Re: [akka-user] Quarantined nodes due to temporary network partition

Johannes Berg Fri, 13 Feb 2015 02:40:30 -0800

Yes, this has been solved by making sure all the actor(ref)s used in the 
cluster is part of an actor system that is part of the same cluster, then 
we don't experience the quarantine.


On Friday, February 13, 2015 at 11:53:14 AM UTC+2, Patrik Nordwall wrote:
>
> Hi Johannes,
>
> As far as I understand we have solved this issue through the Typesafe 
> Support channel.
>
> For the record. The problem was that another actor system that was not 
> part of the cluster was talking to the cluster through plain akka remoting, 
> and therefore the transient network partition triggered the remote failure 
> detector followed by quarantining.
>
> Regards,
> Patrik
>
> On Wed, Feb 11, 2015 at 1:53 PM, Johannes Berg <[email protected] 
> <javascript:>> wrote:
>
>> Hi! I've had some problems handling temporary network 
>> partitions/communication problems which causes nodes to get quarantined. 
>> Earlier I've found out that I can hit the system message buffer size; 
>> https://groups.google.com/d/topic/akka-user/NGLi9GTZ42o/discussion which 
>> causes quarantine. In the earlier case it was due to mass-death/creation of 
>> remotely watched actors.
>>
>> Now I have struck into another use case where I get quarantined nodes, 
>> this time not because of excessive load but instead because of network 
>> partition and usage of publish-subscribe. My use case isn't maybe the most 
>> normal but let me try to explain it anyway;
>>
>> I have one node running my own java-akka process (ServerA) and one node 
>> running play framework (ServerB).

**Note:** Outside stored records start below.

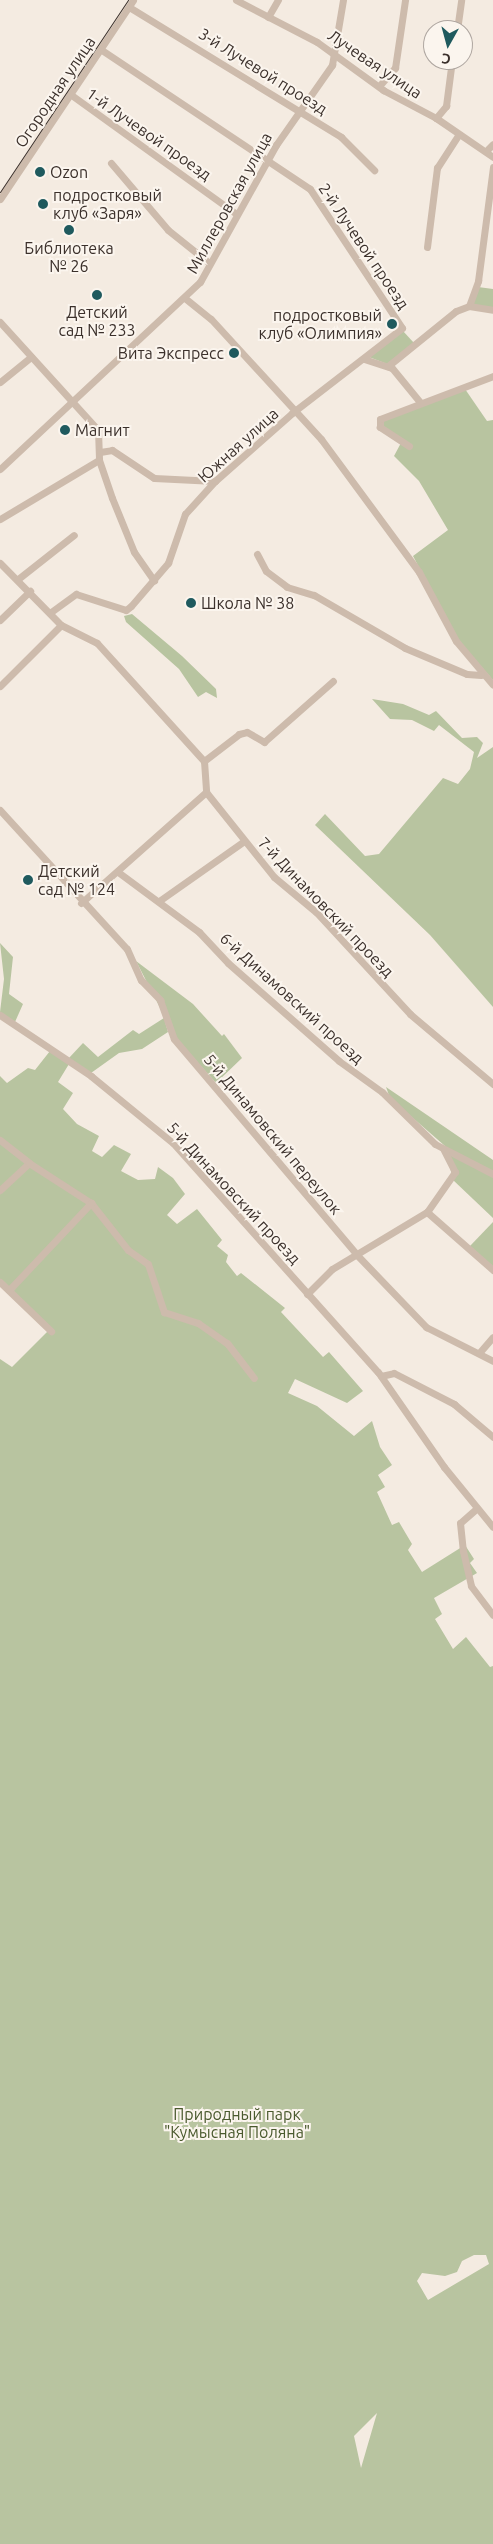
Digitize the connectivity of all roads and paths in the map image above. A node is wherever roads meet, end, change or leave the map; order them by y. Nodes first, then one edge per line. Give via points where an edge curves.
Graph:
1 (133, 0) edge
2 (236, 0) edge
3 (278, 0) edge
4 (343, 0) edge
5 (405, 0) edge
6 (461, 0) edge
7 (129, 7) junction
8 (268, 17) junction
9 (458, 20) edge
10 (100, 49) junction
11 (336, 57) junction
12 (451, 70) edge
13 (380, 85) junction
14 (70, 94) junction
15 (300, 110) junction
16 (436, 118) junction
17 (459, 134) junction
18 (491, 147) edge
19 (493, 157) edge
20 (268, 161) junction
21 (112, 163) dead end
22 (493, 167) edge
23 (374, 170) dead end
24 (0, 199) edge
25 (235, 213) junction
26 (426, 247) dead end
27 (208, 262) junction
28 (186, 299) junction
29 (469, 306) junction
30 (493, 310) edge
31 (0, 322) edge
32 (402, 328) joint
33 (31, 357) junction
34 (364, 359) junction
35 (388, 366) junction
36 (493, 376) edge
37 (0, 382) edge
38 (419, 401) junction
39 (72, 402) junction
40 (295, 411) junction
41 (409, 446) dead end
42 (100, 452) junction
43 (99, 460) junction
44 (0, 469) edge
45 (216, 481) junction
46 (0, 519) edge
47 (74, 535) dead end
48 (256, 554) dead end
49 (0, 563) edge
50 (18, 579) junction
51 (154, 581) junction
52 (30, 591) junction
53 (50, 612) junction
54 (0, 620) edge
55 (62, 625) junction
56 (481, 675) junction
57 (333, 681) dead end
58 (493, 685) edge
59 (0, 686) edge
60 (204, 761) junction
61 (206, 792) junction
62 (0, 810) edge
63 (244, 841) junction
64 (118, 872) junction
65 (159, 901) junction
66 (81, 903) junction
67 (0, 1015) edge
68 (493, 1084) edge
69 (0, 1140) edge
70 (444, 1149) junction
71 (28, 1163) junction
72 (493, 1174) edge
73 (0, 1190) edge
74 (91, 1204) junction
75 (426, 1212) junction
76 (357, 1255) junction
77 (493, 1270) edge
78 (0, 1282) edge
79 (9, 1290) junction
80 (307, 1294) junction
81 (51, 1331) dead end
82 (493, 1337) edge
83 (479, 1353) junction
84 (493, 1361) edge
85 (381, 1376) junction
86 (254, 1378) dead end
87 (493, 1437) edge
88 (476, 1508) junction
89 (493, 1527) edge
90 (493, 1615) edge

1 - 7 street, Огородная улица
2 - 8 street, Лучевая улица
3 - 8 street
4 - 11 street, Миллеровская улица
5 - 13 street via 395,68
6 - 9 street
7 - 10 street, Огородная улица
7 - 15 street, 3-й Лучевой проезд
8 - 11 street, Лучевая улица via 318,42
10 - 14 street, Огородная улица
10 - 20 street, 2-й Лучевой проезд
11 - 13 street, Лучевая улица
11 - 15 street, Миллеровская улица
12 - 16 street via 446,106
13 - 16 street, Лучевая улица
14 - 24 street, Огородная улица
14 - 25 street, 1-й Лучевой проезд
15 - 20 street, Миллеровская улица
15 - 23 street, 3-й Лучевой проезд via 357,149
16 - 17 street, Лучевая улица
17 - 18 street, Лучевая улица
17 - 26 street via 437,168
18 - 19 street, Лучевая улица
20 - 25 street, Миллеровская улица
20 - 32 street, 2-й Лучевой проезд via 310,189
21 - 27 street via 168,230
22 - 29 street via 478,281
25 - 27 street, Миллеровская улица via 222,248
27 - 28 street, Миллеровская улица via 200,282
28 - 39 street, Миллеровская улица
28 - 40 street via 210,318
29 - 30 street
29 - 35 street via 451,314
31 - 33 street
32 - 34 street, Южная улица
33 - 37 street
33 - 39 street
34 - 35 street
34 - 40 street, Южная улица
35 - 38 street
36 - 38 street
38 - 41 street via 378,422 386,432
39 - 42 street via 98,430
39 - 44 street, Миллеровская улица
40 - 45 street, Южная улица
40 - 56 street via 353,478 361,498 411,559 456,641
42 - 43 street
42 - 45 street via 112,450 154,478
43 - 46 street
43 - 51 street via 134,552
45 - 51 street, Южная улица via 182,518 171,556
47 - 50 street
48 - 56 street via 266,571 287,587 314,595 332,610 405,648 467,674
49 - 50 street
50 - 52 street
51 - 53 street, Южная улица via 126,610 76,594
52 - 53 street
52 - 54 street
53 - 55 street
55 - 59 street
55 - 60 street via 97,642
56 - 58 street
57 - 60 street via 264,742 247,732 240,734
60 - 61 street
61 - 63 street, 7-й Динамовский проезд
61 - 64 street
62 - 66 street
63 - 65 street
63 - 68 street, 7-й Динамовский проезд via 410,1014
64 - 65 street, 6-й Динамовский проезд
64 - 66 street
65 - 70 street, 6-й Динамовский проезд
66 - 76 street, 5-й Динамовский переулок via 131,955 141,980 160,1000 174,1039
67 - 80 street, 5-й Динамовский проезд via 91,1076 172,1143
69 - 71 street
70 - 72 street, 6-й Динамовский проезд
70 - 75 street, 6-й Динамовский проезд via 455,1172
71 - 73 street
71 - 74 street
74 - 79 street
74 - 86 street via 128,1250 148,1264 164,1312 198,1322 227,1343
75 - 76 street, 6-й Динамовский проезд
75 - 77 street
76 - 80 street, 6-й Динамовский проезд via 332,1269
76 - 83 street, 5-й Динамовский переулок via 426,1327
78 - 79 street
79 - 81 street
80 - 85 street, 5-й Динамовский проезд
82 - 83 street
83 - 84 street, 5-й Динамовский переулок
85 - 87 street via 394,1373 454,1404
85 - 88 street, 5-й Динамовский проезд
88 - 89 street, 5-й Динамовский проезд
88 - 90 street via 460,1523 463,1551 471,1586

In ServerA I've called the actor system 
>> "myactorsystem"(ActorSystemA). At first I tried to make the internal actor 
>> system(ActorSystemB) in play framework to connect to the same cluster as 
>> ActorSystemA but that didn't work because apparently Play Framework has the 
>> actor system name of "application" that can't be changed. I ended up 
>> creating a separate actor system(ActorSystemC) in my play application with 
>> the name "myactorsystem" and connect that to the cluster and that seemed to 
>> work fine. I use WebSockets in the play framework which gets represented by 
>> an actor in ActorSystemB. This websocket actor gets sent to an actor in 
>> ActorSystemA, through a cluster aware router in ActorSystemC, which 
>> subscribes it to a topic using Publish-Subscribe.
>>
>> It all runs fine until I introduce a network partition between the nodes 
>> for a few seconds. When I remove the partition ActorSystemA and 
>> ActorSystemB reconnects to each other fine, but ActorSystemC gets 
>> quarantined by ActorSystemA. I get the following in the log:
>>
>> [ERROR] [02/11/2015 09:14:33.059] [myactorsystem-akka.remote.

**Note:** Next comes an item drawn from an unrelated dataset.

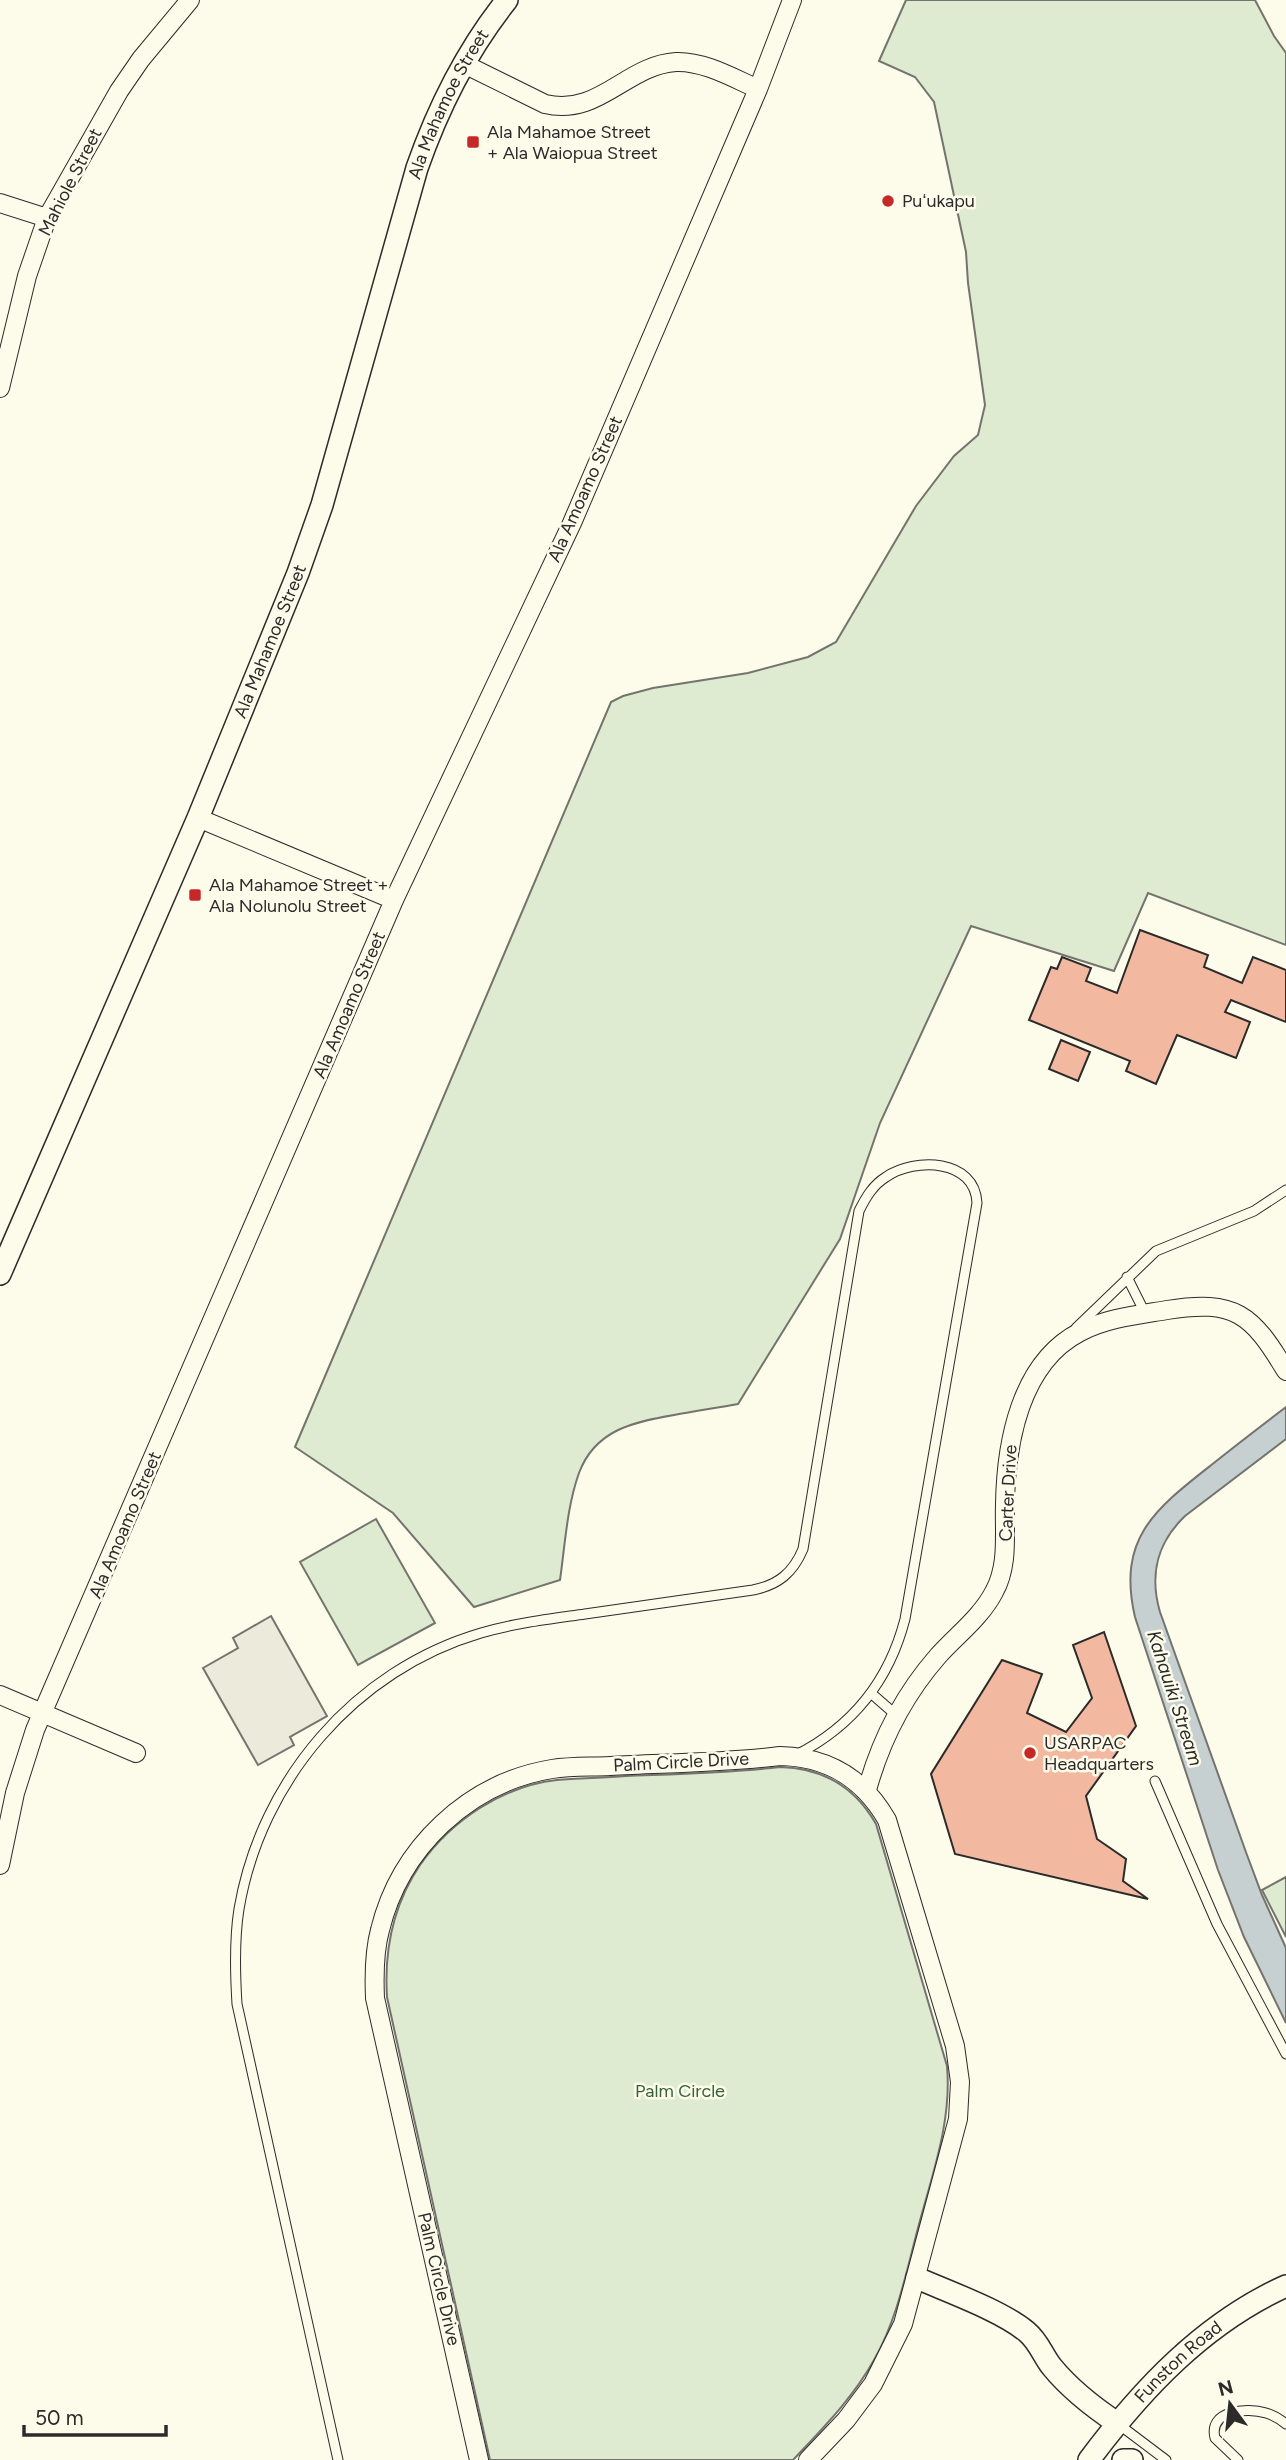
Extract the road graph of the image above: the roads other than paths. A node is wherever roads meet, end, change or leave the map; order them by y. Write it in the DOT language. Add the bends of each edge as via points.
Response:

>> default-remote-dispatcher-7] [Remoting] Association to 
>> [akka.tcp://application@ip:port] with UID [-1690961114] irrecoverably 
>> failed. Quarantining address.
>> java.lang.IllegalStateException: Error encountered while processing 
>> system message acknowledgement buffer: [-1 {}] ack: ACK[3, {}]
>>     at akka.remote.ReliableDeliverySupervisor$$
>> anonfun$receive$1.applyOrElse(Endpoint.scala:287)

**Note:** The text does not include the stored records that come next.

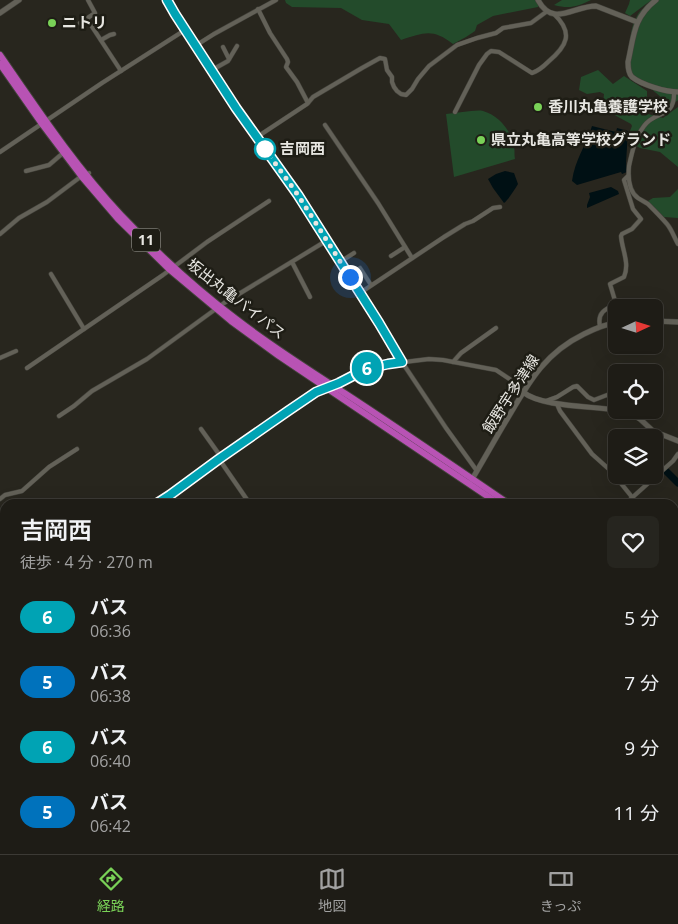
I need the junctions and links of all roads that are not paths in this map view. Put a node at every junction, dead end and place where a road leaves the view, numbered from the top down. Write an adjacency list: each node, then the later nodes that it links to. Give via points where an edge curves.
1 (18, 0): 10 (main road)
2 (88, 0): 12 (street, via 96,13)
3 (167, 0): 15 (street)
4 (276, 0): 8 (street)
5 (538, 0): 9 (main road)
6 (656, 0): 13 (main road, via 642,12)
7 (590, 3): 11 (main road, via 566,13); 13 (main road)
8 (258, 9): 18 (street); 27 (street, via 287,59 286,67)
9 (546, 12): 11 (main road); 27 (street, via 531,23 503,28 457,45 429,66 406,95 396,91 385,59 380,58)
10 (0, 13)
11 (553, 14): 28 (street, via 565,28 567,39 558,53 532,73 499,52 491,51)
12 (87, 19): 14 (street); 17 (street)
13 (637, 22): 26 (main road, via 628,62 631,76 656,88)
14 (80, 23)
15 (185, 30): 18 (street); 25 (street)
16 (114, 34): 17 (street)
17 (101, 40): 25 (street)
18 (195, 46): 24 (street)
19 (237, 46): 22 (street)
20 (222, 47): 22 (street)
21 (0, 55): 29 (highway, 坂出丸亀バイパス / 11)
22 (229, 59): 24 (street)
23 (0, 64): 29 (highway, 坂出丸亀バイパス / 11)
24 (212, 70): 31 (street)
25 (121, 71): 29 (street)
26 (676, 92): 36 (street, via 669,111 644,125 633,147)
27 (308, 103): 31 (street)
28 (455, 112)
29 (44, 123): 32 (street); 33 (highway, 坂出丸亀バイパス / 11); 35 (highway, 坂出丸亀バイパス / 11)
30 (325, 125): 42 (street)
31 (257, 137): 40 (street)
32 (0, 152)
33 (63, 153): 34 (street, via 49,165); 35 (highway, 坂出丸亀バイパス / 11)
34 (26, 171)
35 (86, 175): 39 (street); 48 (highway, 坂出丸亀バイパス / 11)
36 (628, 176): 41 (street, via 636,197 668,225); 58 (street, via 624,180 628,196 641,220 621,236 627,272 610,284 616,304 600,314)
37 (269, 201): 48 (street)
38 (500, 207): 45 (street, via 493,208)
39 (0, 234)
40 (326, 241): 46 (street); 47 (street)
41 (678, 244)
42 (405, 247): 44 (street); 45 (street)
43 (354, 253): 47 (street)
44 (391, 256)
45 (412, 258): 51 (street)
46 (292, 262): 53 (street); 54 (street)
47 (340, 262): 52 (street)
48 (172, 268): 54 (highway, 坂出丸亀バイパス / 11); 60 (street)
49 (360, 268): 51 (street)
50 (51, 274): 60 (street)
51 (372, 285): 52 (street)
52 (360, 293): 63 (street)
53 (310, 297)
54 (218, 307): 66 (highway, 坂出丸亀バイパス / 11); 72 (street, via 147,359 92,391)
55 (663, 321): 56 (main road)
56 (678, 322)
57 (608, 324): 58 (main road, 飯野宇多津線)
58 (600, 326): 67 (main road, 飯野宇多津線, via 572,339 556,352 543,364)
59 (496, 328): 64 (street, via 461,353)
60 (84, 329): 65 (street)
61 (16, 351): 62 (street)
62 (0, 358)
63 (402, 362): 64 (street, via 424,359); 66 (street, via 366,369); 79 (street)
64 (454, 362): 67 (street, via 496,370)
65 (27, 368)
66 (329, 386): 78 (main road); 80 (highway, 坂出丸亀バイパス / 11)
67 (524, 392): 69 (main road); 79 (main road, 飯野宇多津線)
68 (608, 395): 69 (street, via 594,400 577,386)
69 (544, 401): 70 (main road)
70 (556, 404): 71 (main road); 81 (street, via 592,454)
71 (608, 409)
72 (59, 416)
73 (640, 419): 75 (main road, via 653,431)
74 (202, 429): 78 (street)
75 (678, 441)
76 (77, 448): 82 (street, via 22,491)
77 (678, 454): 81 (street)
78 (220, 458): 83 (main road); 84 (street)
79 (477, 471): 80 (main road, 飯野宇多津線)
80 (471, 482): 85 (highway, 坂出丸亀バイパス / 11); 86 (highway, 坂出丸亀バイパス / 11)
81 (632, 497): 87 (street)
82 (0, 499)
83 (164, 499)
84 (247, 499)
85 (493, 499)
86 (500, 499)
87 (630, 499)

>>     at akka.actor.Actor$class.aroundReceive(Actor.scala:465)
>>     at akka.remote.ReliableDeliverySupervisor.
>> aroundReceive(Endpoint.scala:188)
>>     at akka.actor.ActorCell.receiveMessage(ActorCell.scala:516)
>>     at akka.actor.ActorCell.invoke(ActorCell.scala:487)
>>     at akka.dispatch.Mailbox.processMailbox(Mailbox.scala:254)
>>     at akka.dispatch.Mailbox.run(Mailbox.scala:221)
>>     at akka.dispatch.Mailbox.exec(Mailbox.scala:231)
>>     at scala.concurrent.forkjoin.ForkJoinTask.doExec(
>> ForkJoinTask.java:260)
>>     at scala.concurrent.forkjoin.ForkJoinPool$WorkQueue.
>> pollAndExecAll(ForkJoinPool.java:1253)
>>     at scala.concurrent.forkjoin.ForkJoinPool$WorkQueue.
>> runTask(ForkJoinPool.java:1346)
>>     at scala.concurrent.forkjoin.ForkJoinPool.runWorker(
>> ForkJoinPool.java:1979)
>>     at scala.concurrent.forkjoin.ForkJoinWorkerThread.run(
>> ForkJoinWorkerThread.java:107)
>> Caused by: java.lang.IllegalArgumentException: Highest SEQ so far was -1 
>> but cumulative ACK is 3
>>     at akka.remote.AckedSendBuffer.acknowledge(AckedDelivery.scala:103)
>>     at akka.remote.ReliableDeliverySupervisor$$
>> anonfun$receive$1.applyOrElse(Endpoint.scala:283)
>>     ... 12 more
>>
>> [INFO] [02/11/2015 09:14:33.740] 
>> [myactorsystem-akka.remote.default-remote-dispatcher-7] 
>> [Remoting] Quarantined address [akka.tcp://application@ip2:port2] is 
>> still unreachable or has not been restarted. Keeping it quarantined.
>>
>> Attached is the scaled-down version with configs I've used to reproduce 
>> the test. I've used Akka 2.3.9 and deployed it in Amazon EC2 and fabricated 
>> a network partition using iptables.
>>
>>
>> In the full system I also have seen the following:
>>
>> 17:45:13.524UTC ERROR[reactor-akka.actor.default-dispatcher-2] Remoting 
>> - Association to [akka.tcp://myactorsystem@ip:port] with UID 
>> [1330505507] irrecoverably failed. Quarantining address.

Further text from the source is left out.